Я сам расширил это понятие, утверждая, что грамматизация в более широком плане описывает все технические процессы, позволяющие дискретизировать и воспроизводить различные поведенческие потоки, через которые проявляются или запечатлеваются переживания людей (говорить, трудиться, воспринимать, вступать в отношения и т. д.). Цифровое — это новейшая стадия так понимаемой грамматизации — где все поведенческие модели отныне могут быть грамматизированы и интегрированы планетарной индустрией производства, накопления, эксплуатации и распределения цифровых следов.

*

some text
Андреас Мюллерполе «Лицевые коды. 2110 (Киото)», 1998–1999

Грамматизация поведения состоит в опространствливании времени, которым, прежде всего, является это поведение (как значащая цепочка слов, оперативная цепочка жестов, перцептивный поток ощущений и т. д.). Опространствливать время значит преобразовывать, например, временной поток речи — допустим, той, что я произношу здесь и сейчас — в текстовое пространство этой же детемпорализованной речи, делать из нее пространственный объект. Именно это и происходит, начиная от алфавитного письма до цифровой технологии, как показывает здесь Уолтер Онг: «Письмо иници­ировало то, что печать и компьютеры лишь продолжают, — сведение динамичного звука к статичному пространству»[6].

Этот пространственный объект может быть выгравирован на стене, записан на глиняной табличке, положен на бумагу, метастабилизирован в памяти кремниевой микросхемы и т. д. — и эти разнообразные типы носителей обеспечивают каждый раз специфические операции — то есть свойственные каждой стадии грамматизации.

Будучи записанной, устная речь, бывшая временным объектом в гуссерлевском смысле, то есть звуковым объектом, который появлялся, только исчезая, становится в процессе этой грамматизации объектом пространственным, то есть объектом синоптически видимым, синопсисом, который допускает одновременно аналитическое (дискретизированное) и синтетическое (объединенное) восприятие. Это опространствливание есть материализация. Это не означает, что нечто бывшее нематериальным тем самым становится материальным — не существует ничего нематериального. Например, моя речь материальна: она производится голосовыми органами, которые порождают серии волн, которые, в свою очередь, переносятся молекулами, состоящими из атомов, которые входят в колебание в воздушной среде, и т. д.

Можно говорить о видимо опространствливающей материализации в той мере, в какой мы здесь переходим из невидимого — и в этом неразличимого и немыслимого — материального состояния в иное состояние, доступное для анализа, критики и манипуляций — в обоих смыслах, которые можно придать этому слову, а именно:

1) над которым можно проводить аналитические операции и тем самым производить понятливость;

2) при помощи которого можно манипулировать умами — как Сократ упрекает софистов, что они манипулируют письмом, то есть опространствливанием времени того, что он называет «живым словом».

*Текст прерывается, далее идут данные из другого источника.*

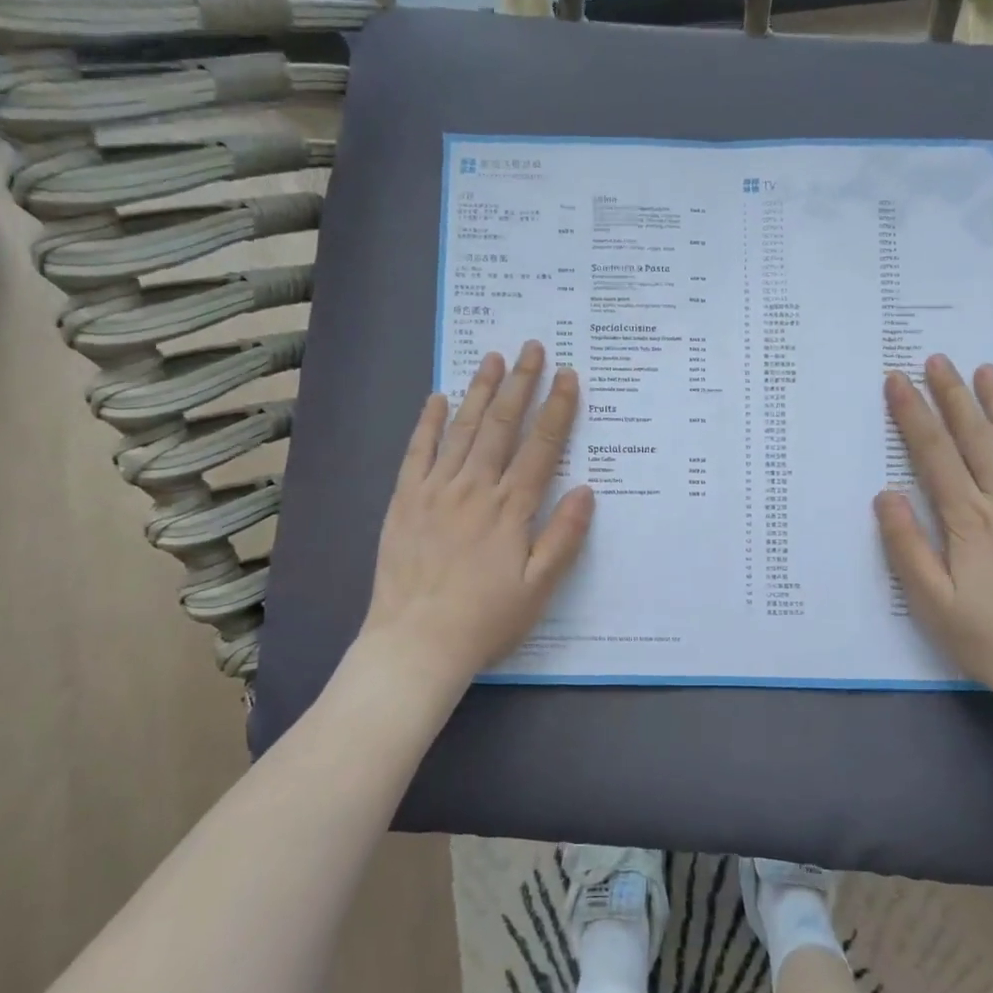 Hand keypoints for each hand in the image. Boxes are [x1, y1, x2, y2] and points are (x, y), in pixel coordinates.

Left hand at [356, 341, 594, 700]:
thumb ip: (563, 537)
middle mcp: (474, 489)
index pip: (540, 447)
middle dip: (521, 384)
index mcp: (511, 509)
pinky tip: (437, 397)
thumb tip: (587, 490)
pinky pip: (418, 452)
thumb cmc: (485, 620)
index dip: (556, 409)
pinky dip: (428, 422)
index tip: (567, 376)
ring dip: (480, 391)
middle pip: (502, 426)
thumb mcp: (538, 589)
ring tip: (493, 359)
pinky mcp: (405, 500)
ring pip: (462, 429)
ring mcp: (435, 491)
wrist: (415, 644)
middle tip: (532, 348)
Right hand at [875, 357, 992, 727]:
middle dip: (951, 394)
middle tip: (936, 359)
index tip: (897, 380)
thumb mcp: (931, 601)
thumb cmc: (986, 636)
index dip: (913, 413)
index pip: (934, 452)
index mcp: (968, 520)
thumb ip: (906, 545)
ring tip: (982, 370)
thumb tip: (886, 494)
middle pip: (975, 436)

Итак, если грамматизация есть процесс материализации, то гоминизация есть сама и в то же время в самом общем смысле — процесс материализации: человек — это живое существо, изготовляющее орудия и тем самым преобразующее мир, в конечном счете, постоянно материализуя ожидания — то, что Гуссерль называл протенциями. Я сейчас поясню, почему мне приходится здесь выражаться словарем основателя феноменологии.

Грамматизация — это весьма специфический тип материализации в более широком процессе материализаций всех видов в рамках того, что Жорж Кангилем называл технической жизнью, — техничности, которая отличает нас среди других живущих.

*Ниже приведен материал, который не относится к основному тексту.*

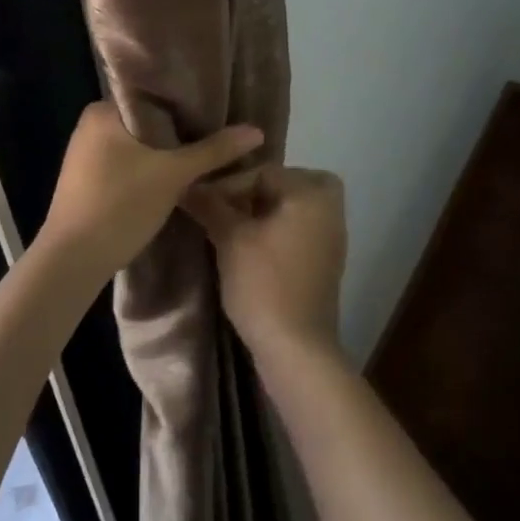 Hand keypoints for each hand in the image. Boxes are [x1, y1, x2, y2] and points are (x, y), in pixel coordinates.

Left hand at [41, 103, 264, 278]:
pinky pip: (129, 164)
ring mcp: (87, 156)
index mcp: (102, 110)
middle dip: (181, 128)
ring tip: (207, 151)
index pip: (152, 94)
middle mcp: (91, 126)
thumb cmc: (119, 205)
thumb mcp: (172, 175)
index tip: (220, 106)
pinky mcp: (89, 182)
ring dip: (168, 151)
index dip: (187, 100)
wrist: (72, 261)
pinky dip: (152, 168)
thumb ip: (214, 150)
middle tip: (221, 130)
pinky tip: (177, 175)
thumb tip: (257, 131)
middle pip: (148, 120)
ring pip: (140, 145)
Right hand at [183, 166, 346, 362]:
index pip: (263, 172)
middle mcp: (330, 209)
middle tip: (223, 207)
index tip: (201, 202)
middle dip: (253, 191)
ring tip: (231, 227)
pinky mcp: (326, 261)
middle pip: (285, 183)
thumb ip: (211, 205)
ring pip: (293, 207)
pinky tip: (250, 248)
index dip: (228, 185)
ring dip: (264, 211)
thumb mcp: (230, 239)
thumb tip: (188, 184)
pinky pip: (299, 229)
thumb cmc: (264, 284)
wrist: (296, 348)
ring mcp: (332, 237)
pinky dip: (277, 230)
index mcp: (312, 194) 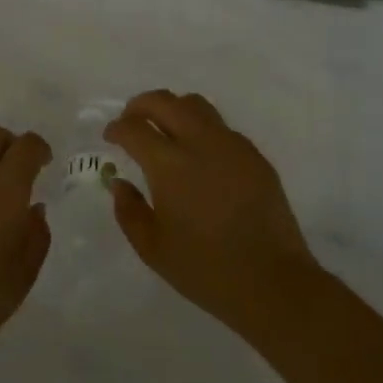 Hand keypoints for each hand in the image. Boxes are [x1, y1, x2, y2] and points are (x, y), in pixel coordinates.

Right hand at [105, 90, 319, 336]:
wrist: (272, 282)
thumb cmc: (205, 269)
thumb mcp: (152, 248)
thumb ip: (128, 210)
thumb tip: (119, 183)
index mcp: (170, 165)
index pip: (135, 128)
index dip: (117, 128)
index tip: (110, 136)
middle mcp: (200, 143)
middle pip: (165, 101)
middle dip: (141, 105)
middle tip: (131, 120)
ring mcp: (232, 146)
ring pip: (196, 105)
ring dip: (173, 109)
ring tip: (165, 130)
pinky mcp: (255, 156)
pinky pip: (221, 128)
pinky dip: (201, 129)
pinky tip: (199, 156)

Грамматизация начинается в верхнем палеолите, спустя два миллиона лет после начала технической жизни. Она позволяет дискретизировать ментальные и поведенческие потоки и тем самым создать новые ментальные и поведенческие модели. В процессе материализации и опространствливания, из которого она состоит, грамматизированные составляющие ментальных и поведенческих потоков дискретизируются, и темпоральные ментальные реальности, став идентифицируемыми по конечным спискам поддающихся анализу и счету элементов, модифицируются в ответ.

Видимая и осязаемая реальность, происходящая из этого опространствливания, составляет объект, принадлежащий к классу того, что я называю третичной ретенцией. Термин «ретенция» я заимствую у Гуссерля[7]. Ретенция — то, что удерживается мнезической функцией, которая, в свою очередь, является образующей сознания, то есть психического аппарата. В этой психической ретенции Гуссерль различает два типа ретенций, одну из которых называет первичной, а другую — вторичной.

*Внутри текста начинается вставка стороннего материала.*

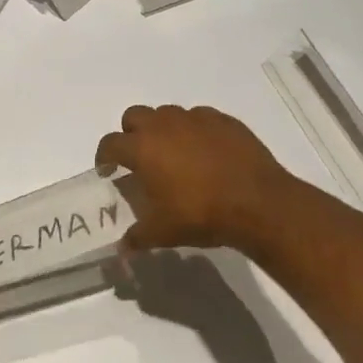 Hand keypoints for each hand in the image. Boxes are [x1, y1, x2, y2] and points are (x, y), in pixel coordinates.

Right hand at [96, 105, 293, 255]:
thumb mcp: (163, 232)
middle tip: (140, 157)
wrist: (258, 203)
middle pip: (135, 116)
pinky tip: (205, 152)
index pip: (110, 143)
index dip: (104, 156)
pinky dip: (195, 131)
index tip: (107, 169)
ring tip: (174, 154)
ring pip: (168, 114)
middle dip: (131, 133)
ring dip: (163, 129)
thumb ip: (137, 237)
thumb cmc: (201, 214)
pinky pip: (200, 118)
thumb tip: (122, 248)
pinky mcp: (224, 120)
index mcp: (142, 148)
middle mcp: (165, 125)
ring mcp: (196, 119) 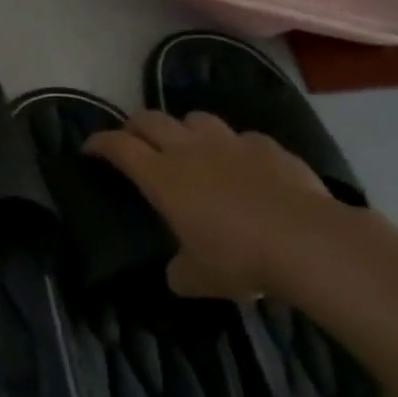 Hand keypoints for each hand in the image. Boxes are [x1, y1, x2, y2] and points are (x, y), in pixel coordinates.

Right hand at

Вторичная ретенция — образующий элемент ментального состояния, которое всегда основано на каком-либо воспоминании — сначала была ретенция первичная: «первичная» означает — удержанная в ходе акта восприятия и через процесс этого восприятия, но в настоящем, что означает, что первичная ретенция — это еще не воспоминание, даже если это уже ретенция: воспринимать явление — значит удерживать и объединять в ходе восприятия этого явления все, что возникает в нем как идентичное содержание восприятия (воспринимаемого явления), каждый раз представляющееся с иной стороны.

Первичная ретенция — это то, чему, составляя ход текущего опыта, предназначено стать вторичной ретенцией того, кто пережил этот опыт, ставший прошлым, — вторичной потому, что, не будучи более воспринимаемой, она запечатлелась в памяти того, кто ее пережил, и может быть реактивирована.

Но ретенция, как плод некоего потока и вышедшая из темпорального хода опыта, может стать и третичной через опространствливание, в чем и состоит грамматизация (и, шире, всякий технический процесс материализации) потоков ретенций. Эта ментальная реальность, может, таким образом, быть спроецирована на носитель, который не является ни мозговым, ни, следовательно, психическим, но техническим.

Сеть есть то, что дает доступ к такому пространству проекции и интроекции совместных цифровых третичных ретенций, и поэтому образует новое публичное пространство — планетарное, контрибутивное и функционирующее со скоростью света. Какое просвещение и какие тени это время-свет может и должно нам принести? Что есть тень со скоростью света?

Я хотел бы здесь показать, что тень времени света — это автоматизация.

*

Мишель Фуко, когда интересовался архивами, делающими возможным всякое знание, в «Археологии знания» говорил о материализации знаний — но не помещая ее в контекст процесса грамматизации и не рассматривая в связи с первичными и вторичными ретенциями[8].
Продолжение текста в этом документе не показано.